L’analyse qui précède est-elle réellement celle du président burkinabè ? Elle est en tout cas l’apanage de ceux qui, à Paris, « font » encore la politique ivoirienne de la France. Eux n’ont pas renoncé à « coincer » Laurent Gbagbo et ne cachent guère leur souhait de le voir quitter la présidence à l’issue d’une élection qui, si elle est démocratique, devrait se solder par sa défaite. C’est tout au moins ce qu’avance un diplomate français proche du dossier, au regard du chapitre « Identification générale des populations » de l’accord du 4 mars. « C’est très simple : il y aura les cinq millions d’électeurs que l’on a déjà, plus le million et demi de ceux qui ont eu 18 ans depuis 2000, plus le million et demi d’Ivoiriens sans papiers que les audiences foraines vont inscrire, explique notre interlocuteur. Avec ce stock électoral renouvelé, Gbagbo ne peut pas gagner, sauf s’il se retrouve au second tour face à Alassane Ouattara et que l’électorat du PDCI se reporte sur lui. Son objectif est donc de casser ce parti afin qu’Henri Konan Bédié ne passe pas le premier tour. C’est l’une des raisons essentielles pour lesquelles Gbagbo veut se débarrasser du Premier ministre Charles Konan Banny. Si Banny sort du jeu gouvernemental et du carcan onusien, il aura les mains libres pour se présenter et ôter toutes chances à Bédié, en lui enlevant une partie de ses voix. »

Banny, ou comment le conserver
Que cette dernière hypothèse, passablement machiavélique, soit ou non fondée, l’important est qu’on y croie à Paris. D’où, logiquement, une posture de soutien au Premier ministre actuel, alors même qu’on le jugeait « un peu décevant » il y a un mois : surtout, ne pas offrir sa tête à Gbagbo. « L’accord de Ouagadougou parle d’un nouveau cadre institutionnel d’exécution et d’un gouvernement de transition, nulle part il n’est question d’un nouveau Premier ministre », insiste Brigitte Girardin, qui ajoute : « Banny n’a pas démérité et nous ne souhaitons pas son départ. » Certes, la ministre déléguée à la Coopération reconnaît que le chef du gouvernement n’a pas répondu à toutes les attentes des Ivoiriens, mais il avait des circonstances atténuantes : « Il n’a jamais eu les moyens coercitifs d’exercer ses pouvoirs, il n’a pas été suivi par le Conseil de sécurité lorsqu’il réclamait en septembre 2006 de nouvelles sanctions individuelles, et il a été humilié à plusieurs reprises par la présidence, notamment lors de l’affaire des déchets toxiques. » Si Banny est congédié, Guillaume Soro sera-t-il Premier ministre, ainsi que le souhaite Laurent Gbagbo ? « Nous n’avons pas le sentiment qu’il soit prêt à accepter ce poste », avance un haut responsable français qui s’est entretenu avec lui il y a quelques jours. « Il nous a dit et répété : pas maintenant. » D’ailleurs, croit savoir notre interlocuteur, « Gbagbo a beaucoup insisté pour que son nom figure explicitement, au titre de chef du nouveau gouvernement, dans l’accord de Ouagadougou.
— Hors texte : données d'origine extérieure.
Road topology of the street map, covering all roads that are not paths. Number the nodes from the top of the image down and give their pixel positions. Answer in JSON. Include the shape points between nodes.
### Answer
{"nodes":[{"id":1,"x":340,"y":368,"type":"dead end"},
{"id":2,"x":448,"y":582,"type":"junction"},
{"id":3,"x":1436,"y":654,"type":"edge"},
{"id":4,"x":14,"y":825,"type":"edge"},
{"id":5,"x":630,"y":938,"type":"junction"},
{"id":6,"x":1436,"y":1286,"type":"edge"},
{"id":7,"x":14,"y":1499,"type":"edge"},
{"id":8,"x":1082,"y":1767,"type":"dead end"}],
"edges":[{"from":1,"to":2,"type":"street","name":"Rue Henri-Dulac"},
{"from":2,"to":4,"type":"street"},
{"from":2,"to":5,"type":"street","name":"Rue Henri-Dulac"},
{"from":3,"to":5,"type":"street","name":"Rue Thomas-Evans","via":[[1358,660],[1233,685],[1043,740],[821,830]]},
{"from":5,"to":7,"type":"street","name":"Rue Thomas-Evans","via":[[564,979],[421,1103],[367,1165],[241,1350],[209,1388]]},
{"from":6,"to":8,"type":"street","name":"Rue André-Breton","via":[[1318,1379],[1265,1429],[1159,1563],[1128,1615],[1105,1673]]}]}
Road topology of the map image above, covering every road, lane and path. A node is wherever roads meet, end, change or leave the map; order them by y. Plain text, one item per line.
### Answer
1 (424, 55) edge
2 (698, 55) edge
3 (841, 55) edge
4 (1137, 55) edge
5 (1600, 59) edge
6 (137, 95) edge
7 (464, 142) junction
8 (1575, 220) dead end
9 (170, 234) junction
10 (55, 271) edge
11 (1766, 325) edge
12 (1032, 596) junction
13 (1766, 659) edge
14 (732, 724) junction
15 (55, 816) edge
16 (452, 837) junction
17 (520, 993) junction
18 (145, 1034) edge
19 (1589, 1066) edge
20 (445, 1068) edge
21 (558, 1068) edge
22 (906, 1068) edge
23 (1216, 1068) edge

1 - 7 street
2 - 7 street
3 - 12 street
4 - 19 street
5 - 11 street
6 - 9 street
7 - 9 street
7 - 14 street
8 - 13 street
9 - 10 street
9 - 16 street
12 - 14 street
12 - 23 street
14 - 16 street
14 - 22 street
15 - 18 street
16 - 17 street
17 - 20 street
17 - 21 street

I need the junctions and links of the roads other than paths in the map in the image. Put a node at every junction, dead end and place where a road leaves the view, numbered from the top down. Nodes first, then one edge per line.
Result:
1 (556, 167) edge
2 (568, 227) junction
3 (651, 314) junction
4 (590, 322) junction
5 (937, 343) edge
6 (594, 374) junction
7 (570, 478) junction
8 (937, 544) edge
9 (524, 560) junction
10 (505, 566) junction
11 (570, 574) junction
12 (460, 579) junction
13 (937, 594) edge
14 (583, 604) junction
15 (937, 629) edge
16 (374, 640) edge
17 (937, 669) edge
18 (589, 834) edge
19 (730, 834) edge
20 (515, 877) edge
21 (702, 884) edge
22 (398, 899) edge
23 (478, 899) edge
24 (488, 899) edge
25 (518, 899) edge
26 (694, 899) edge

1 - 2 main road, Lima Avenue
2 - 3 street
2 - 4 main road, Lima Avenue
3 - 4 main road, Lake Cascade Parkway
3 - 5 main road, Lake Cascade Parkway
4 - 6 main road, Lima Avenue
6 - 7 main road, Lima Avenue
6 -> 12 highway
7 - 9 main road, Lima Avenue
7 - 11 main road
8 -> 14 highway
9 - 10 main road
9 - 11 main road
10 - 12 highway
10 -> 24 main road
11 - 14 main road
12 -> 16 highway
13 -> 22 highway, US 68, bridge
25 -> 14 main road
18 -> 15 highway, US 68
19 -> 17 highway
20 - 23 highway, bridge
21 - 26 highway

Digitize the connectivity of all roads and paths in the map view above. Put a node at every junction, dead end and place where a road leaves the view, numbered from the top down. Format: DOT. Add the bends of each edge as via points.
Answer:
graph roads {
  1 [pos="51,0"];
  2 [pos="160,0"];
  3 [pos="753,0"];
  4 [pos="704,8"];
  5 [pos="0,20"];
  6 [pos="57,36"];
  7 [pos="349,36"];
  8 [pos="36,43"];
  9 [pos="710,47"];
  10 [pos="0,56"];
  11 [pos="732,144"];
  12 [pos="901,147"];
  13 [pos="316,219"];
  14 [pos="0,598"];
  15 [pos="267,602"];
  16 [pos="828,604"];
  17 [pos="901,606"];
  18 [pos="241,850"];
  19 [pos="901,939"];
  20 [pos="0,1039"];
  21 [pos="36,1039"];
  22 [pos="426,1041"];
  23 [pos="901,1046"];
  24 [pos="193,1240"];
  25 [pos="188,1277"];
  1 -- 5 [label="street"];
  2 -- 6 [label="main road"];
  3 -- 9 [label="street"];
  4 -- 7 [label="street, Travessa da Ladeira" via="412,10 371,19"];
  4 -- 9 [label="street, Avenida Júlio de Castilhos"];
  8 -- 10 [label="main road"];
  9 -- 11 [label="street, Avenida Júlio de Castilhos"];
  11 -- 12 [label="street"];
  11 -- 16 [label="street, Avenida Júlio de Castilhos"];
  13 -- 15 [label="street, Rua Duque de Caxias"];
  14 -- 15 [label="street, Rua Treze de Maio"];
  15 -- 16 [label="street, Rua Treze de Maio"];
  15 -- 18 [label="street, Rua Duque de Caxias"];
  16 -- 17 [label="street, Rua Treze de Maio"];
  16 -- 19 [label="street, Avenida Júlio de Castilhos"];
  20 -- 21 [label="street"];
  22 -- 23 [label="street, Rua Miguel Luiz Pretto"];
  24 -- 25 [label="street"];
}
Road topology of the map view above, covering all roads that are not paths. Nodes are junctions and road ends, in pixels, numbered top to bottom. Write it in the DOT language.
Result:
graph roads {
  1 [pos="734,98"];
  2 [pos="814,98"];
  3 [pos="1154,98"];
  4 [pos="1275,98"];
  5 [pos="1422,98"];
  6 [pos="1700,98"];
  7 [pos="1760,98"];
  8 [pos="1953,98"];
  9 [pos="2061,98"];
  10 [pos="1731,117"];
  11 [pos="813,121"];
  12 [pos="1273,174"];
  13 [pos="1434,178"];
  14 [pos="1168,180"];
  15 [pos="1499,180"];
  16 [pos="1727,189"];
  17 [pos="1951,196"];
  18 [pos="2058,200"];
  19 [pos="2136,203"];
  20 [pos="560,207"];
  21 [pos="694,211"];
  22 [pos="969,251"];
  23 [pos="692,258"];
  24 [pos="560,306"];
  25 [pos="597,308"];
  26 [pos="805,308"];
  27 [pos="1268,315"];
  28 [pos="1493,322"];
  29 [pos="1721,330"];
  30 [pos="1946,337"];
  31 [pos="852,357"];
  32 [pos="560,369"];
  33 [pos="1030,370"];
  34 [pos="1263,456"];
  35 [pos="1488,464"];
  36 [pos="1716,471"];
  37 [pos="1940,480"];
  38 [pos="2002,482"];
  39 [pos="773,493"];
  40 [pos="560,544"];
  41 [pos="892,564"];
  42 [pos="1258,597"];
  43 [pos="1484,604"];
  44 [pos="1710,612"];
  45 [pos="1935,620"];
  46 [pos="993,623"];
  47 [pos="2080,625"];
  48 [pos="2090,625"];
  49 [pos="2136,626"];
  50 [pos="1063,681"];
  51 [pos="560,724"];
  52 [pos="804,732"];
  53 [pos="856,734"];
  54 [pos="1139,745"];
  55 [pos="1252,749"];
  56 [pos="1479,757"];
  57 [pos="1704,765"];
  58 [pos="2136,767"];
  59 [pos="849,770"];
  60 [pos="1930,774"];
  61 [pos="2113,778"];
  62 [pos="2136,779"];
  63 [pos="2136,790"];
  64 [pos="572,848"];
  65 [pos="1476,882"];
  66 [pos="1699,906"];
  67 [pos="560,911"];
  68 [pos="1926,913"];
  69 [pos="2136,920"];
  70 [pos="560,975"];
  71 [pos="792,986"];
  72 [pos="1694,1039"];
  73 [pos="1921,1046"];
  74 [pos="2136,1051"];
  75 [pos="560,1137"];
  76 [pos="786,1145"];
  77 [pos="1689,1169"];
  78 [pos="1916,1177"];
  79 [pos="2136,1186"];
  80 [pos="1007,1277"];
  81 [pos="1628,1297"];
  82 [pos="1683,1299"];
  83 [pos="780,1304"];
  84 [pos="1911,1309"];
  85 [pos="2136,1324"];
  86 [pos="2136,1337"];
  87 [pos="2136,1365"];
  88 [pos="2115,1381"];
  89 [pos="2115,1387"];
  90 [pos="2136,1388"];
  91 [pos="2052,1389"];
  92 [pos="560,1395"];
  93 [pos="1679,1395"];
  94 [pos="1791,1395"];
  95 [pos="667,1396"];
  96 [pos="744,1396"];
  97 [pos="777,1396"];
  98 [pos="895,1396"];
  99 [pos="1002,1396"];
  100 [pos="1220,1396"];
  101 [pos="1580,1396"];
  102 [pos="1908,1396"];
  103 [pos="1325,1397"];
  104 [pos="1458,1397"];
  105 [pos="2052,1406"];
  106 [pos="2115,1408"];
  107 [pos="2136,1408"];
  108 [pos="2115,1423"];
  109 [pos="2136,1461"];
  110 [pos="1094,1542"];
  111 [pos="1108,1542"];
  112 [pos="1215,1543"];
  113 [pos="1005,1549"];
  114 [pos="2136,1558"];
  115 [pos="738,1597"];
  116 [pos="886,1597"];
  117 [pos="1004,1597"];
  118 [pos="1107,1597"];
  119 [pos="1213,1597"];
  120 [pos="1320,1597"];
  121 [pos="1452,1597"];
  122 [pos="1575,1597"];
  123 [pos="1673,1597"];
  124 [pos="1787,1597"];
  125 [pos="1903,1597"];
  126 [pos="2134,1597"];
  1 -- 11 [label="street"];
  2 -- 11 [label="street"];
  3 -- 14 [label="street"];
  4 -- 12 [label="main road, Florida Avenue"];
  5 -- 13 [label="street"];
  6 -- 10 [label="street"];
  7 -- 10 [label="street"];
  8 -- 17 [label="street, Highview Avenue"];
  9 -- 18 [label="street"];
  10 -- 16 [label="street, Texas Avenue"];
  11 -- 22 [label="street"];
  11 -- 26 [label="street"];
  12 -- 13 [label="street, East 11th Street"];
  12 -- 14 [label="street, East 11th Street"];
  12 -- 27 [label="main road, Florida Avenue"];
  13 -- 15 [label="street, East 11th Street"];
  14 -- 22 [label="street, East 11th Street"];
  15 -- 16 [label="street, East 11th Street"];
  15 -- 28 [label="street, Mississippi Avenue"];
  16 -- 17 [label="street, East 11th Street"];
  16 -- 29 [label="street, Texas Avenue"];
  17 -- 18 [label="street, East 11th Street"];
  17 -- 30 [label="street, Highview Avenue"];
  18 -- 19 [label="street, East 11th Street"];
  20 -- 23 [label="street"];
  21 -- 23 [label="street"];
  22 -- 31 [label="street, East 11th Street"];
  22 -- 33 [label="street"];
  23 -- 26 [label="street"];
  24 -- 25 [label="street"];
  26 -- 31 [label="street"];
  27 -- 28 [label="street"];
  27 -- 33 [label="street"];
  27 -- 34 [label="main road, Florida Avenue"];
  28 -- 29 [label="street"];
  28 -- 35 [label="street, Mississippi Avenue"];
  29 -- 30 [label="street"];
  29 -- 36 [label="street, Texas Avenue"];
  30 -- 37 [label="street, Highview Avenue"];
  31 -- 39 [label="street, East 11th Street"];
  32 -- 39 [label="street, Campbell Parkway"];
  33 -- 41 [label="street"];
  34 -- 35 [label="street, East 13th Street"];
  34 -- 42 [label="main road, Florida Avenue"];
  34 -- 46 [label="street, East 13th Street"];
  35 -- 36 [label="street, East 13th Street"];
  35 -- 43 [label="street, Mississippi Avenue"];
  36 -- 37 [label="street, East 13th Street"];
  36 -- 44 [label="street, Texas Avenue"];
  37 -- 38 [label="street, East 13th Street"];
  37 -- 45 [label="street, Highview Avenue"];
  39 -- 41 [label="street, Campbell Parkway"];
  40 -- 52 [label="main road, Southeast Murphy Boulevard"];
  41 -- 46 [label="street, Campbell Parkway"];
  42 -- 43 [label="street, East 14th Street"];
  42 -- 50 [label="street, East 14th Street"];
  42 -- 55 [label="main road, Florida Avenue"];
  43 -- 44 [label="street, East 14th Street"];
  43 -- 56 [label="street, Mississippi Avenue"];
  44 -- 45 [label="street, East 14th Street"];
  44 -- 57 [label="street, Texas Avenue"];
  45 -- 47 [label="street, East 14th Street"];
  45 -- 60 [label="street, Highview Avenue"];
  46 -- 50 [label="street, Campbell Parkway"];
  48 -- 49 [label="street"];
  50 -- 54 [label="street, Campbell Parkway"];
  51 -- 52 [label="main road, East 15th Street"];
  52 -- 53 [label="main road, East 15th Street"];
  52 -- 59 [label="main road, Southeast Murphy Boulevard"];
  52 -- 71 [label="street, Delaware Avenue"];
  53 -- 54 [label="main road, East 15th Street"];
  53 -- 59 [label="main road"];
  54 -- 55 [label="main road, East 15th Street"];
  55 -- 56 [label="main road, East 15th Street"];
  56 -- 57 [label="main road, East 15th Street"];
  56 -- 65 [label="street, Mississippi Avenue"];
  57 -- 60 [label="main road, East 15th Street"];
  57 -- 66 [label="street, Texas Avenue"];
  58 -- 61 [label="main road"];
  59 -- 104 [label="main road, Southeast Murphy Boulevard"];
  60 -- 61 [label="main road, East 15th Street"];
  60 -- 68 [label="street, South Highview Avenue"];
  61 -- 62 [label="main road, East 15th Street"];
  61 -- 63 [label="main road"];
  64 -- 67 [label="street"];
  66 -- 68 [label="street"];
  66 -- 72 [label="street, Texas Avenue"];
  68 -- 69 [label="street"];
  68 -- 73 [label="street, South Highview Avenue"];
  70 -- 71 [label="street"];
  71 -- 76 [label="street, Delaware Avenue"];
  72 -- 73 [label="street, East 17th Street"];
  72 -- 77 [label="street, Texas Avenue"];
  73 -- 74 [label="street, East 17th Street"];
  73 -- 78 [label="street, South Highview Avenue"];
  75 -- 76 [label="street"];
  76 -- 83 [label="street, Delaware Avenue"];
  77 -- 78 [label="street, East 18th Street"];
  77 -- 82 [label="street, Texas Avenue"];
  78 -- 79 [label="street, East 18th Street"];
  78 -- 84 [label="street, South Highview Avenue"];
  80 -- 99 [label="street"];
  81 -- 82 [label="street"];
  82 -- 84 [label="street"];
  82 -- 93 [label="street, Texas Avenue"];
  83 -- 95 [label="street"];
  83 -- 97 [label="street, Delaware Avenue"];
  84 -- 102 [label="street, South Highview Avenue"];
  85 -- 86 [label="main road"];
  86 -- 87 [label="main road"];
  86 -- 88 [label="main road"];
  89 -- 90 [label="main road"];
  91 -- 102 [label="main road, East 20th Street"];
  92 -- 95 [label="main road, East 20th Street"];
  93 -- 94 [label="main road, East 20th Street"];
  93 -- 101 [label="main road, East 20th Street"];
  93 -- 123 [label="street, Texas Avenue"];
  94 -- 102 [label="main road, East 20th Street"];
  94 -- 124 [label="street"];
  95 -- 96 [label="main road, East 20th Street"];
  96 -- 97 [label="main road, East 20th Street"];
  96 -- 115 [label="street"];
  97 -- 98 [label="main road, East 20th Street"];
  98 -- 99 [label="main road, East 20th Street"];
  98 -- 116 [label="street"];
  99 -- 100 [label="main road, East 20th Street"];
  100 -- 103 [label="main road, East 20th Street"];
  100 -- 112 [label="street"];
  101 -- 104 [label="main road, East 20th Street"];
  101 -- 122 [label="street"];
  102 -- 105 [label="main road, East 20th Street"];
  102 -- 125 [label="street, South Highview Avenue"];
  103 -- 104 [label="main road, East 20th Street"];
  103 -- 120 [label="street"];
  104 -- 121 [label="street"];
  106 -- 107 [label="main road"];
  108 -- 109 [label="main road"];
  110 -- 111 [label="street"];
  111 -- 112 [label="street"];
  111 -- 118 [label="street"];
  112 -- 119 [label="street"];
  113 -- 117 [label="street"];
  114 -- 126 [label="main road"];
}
Mais Soro a résisté jusqu’au bout ». Reste à connaître avec précision l’agenda personnel du leader des Forces nouvelles, un homme sur lequel les Français n’ont jamais eu véritablement prise et qui entretient avec Gbagbo des rapports d’une grande complexité. « Les pressions qui s’exercent sur lui pour qu’il accepte le poste sont très vives, souligne-t-on à Paris, et le président Compaoré lui-même est apparemment favorable à cette hypothèse. Mais si nous avions un conseil à lui donner, ce serait de refuser et de laisser soit Banny, soit un technocrate assumer la primature. Il a plus à perdre qu’à gagner à succomber ainsi. »

Ado, Bédié et les autres
« On ne les a pas beaucoup vus, encore moins entendus à Ouagadougou », relève un diplomate français familier du dossier. Qui ajoute : « C’est sans doute la raison pour laquelle cela a marché. » Il est vrai que ni Alassane Ouattara ni Henri Konan Bédié ne sont signataires de l’accord entre les belligérants de la crise ivoirienne et que ni eux ni leurs représentants ne figurent au sein du Comité d’évaluation et d’accompagnement chargé de suivre sa mise en uvre. Mais cette absence traduit aussi une volonté de leur part d’observer le processus et de tirer leur épingle du jeu en cas d’échec. Quant au commentaire féroce de notre diplomate, il dénote tout aussi bien l’incapacité de Paris à avoir prise sur ces deux acteurs essentiels de l’imbroglio ivoirien. Reste donc, pour une politique africaine de la France qui en est à ses derniers soubresauts, à tenter d’accompagner une éventuelle sortie de crise qui passera forcément par une nouvelle résolution de l’ONU – ne serait-ce que pour avaliser la « levée immédiate » des sanctions individuelles réclamées par l’accord du 4 mars, le départ programmé du contingent « Licorne » et la nomination éventuelle d’un nouveau Premier ministre. Reste aussi, plus que jamais, à ne pas se perdre dans ce théâtre d’ombres, ce maquis de fausses pistes et ce dédale de déclarations en trompe l’il qu’est la politique ivoirienne. En ce qui concerne Laurent Gbagbo, à tout le moins, madame la ministre déléguée à la Coopération croit enfin tenir le bon canal d’interprétation : « Ne vous fiez pas à ce que racontent les journaux », lui a dit le président ivoirien, lors de leur dernière rencontre. « Ici, comme chez vous en France, ils écrivent parfois n’importe quoi. La seule et unique personne dont les propos m’engagent, c’est mon conseiller spécial Désiré Tagro, le reste n’a aucune importance. » Cela tombe bien : Tagro est justement le porte-parole de la présidence. Enfin, une boussole. Alors que l’hôte de la Rue Monsieur s’apprête à boucler ses cartons, il était temps !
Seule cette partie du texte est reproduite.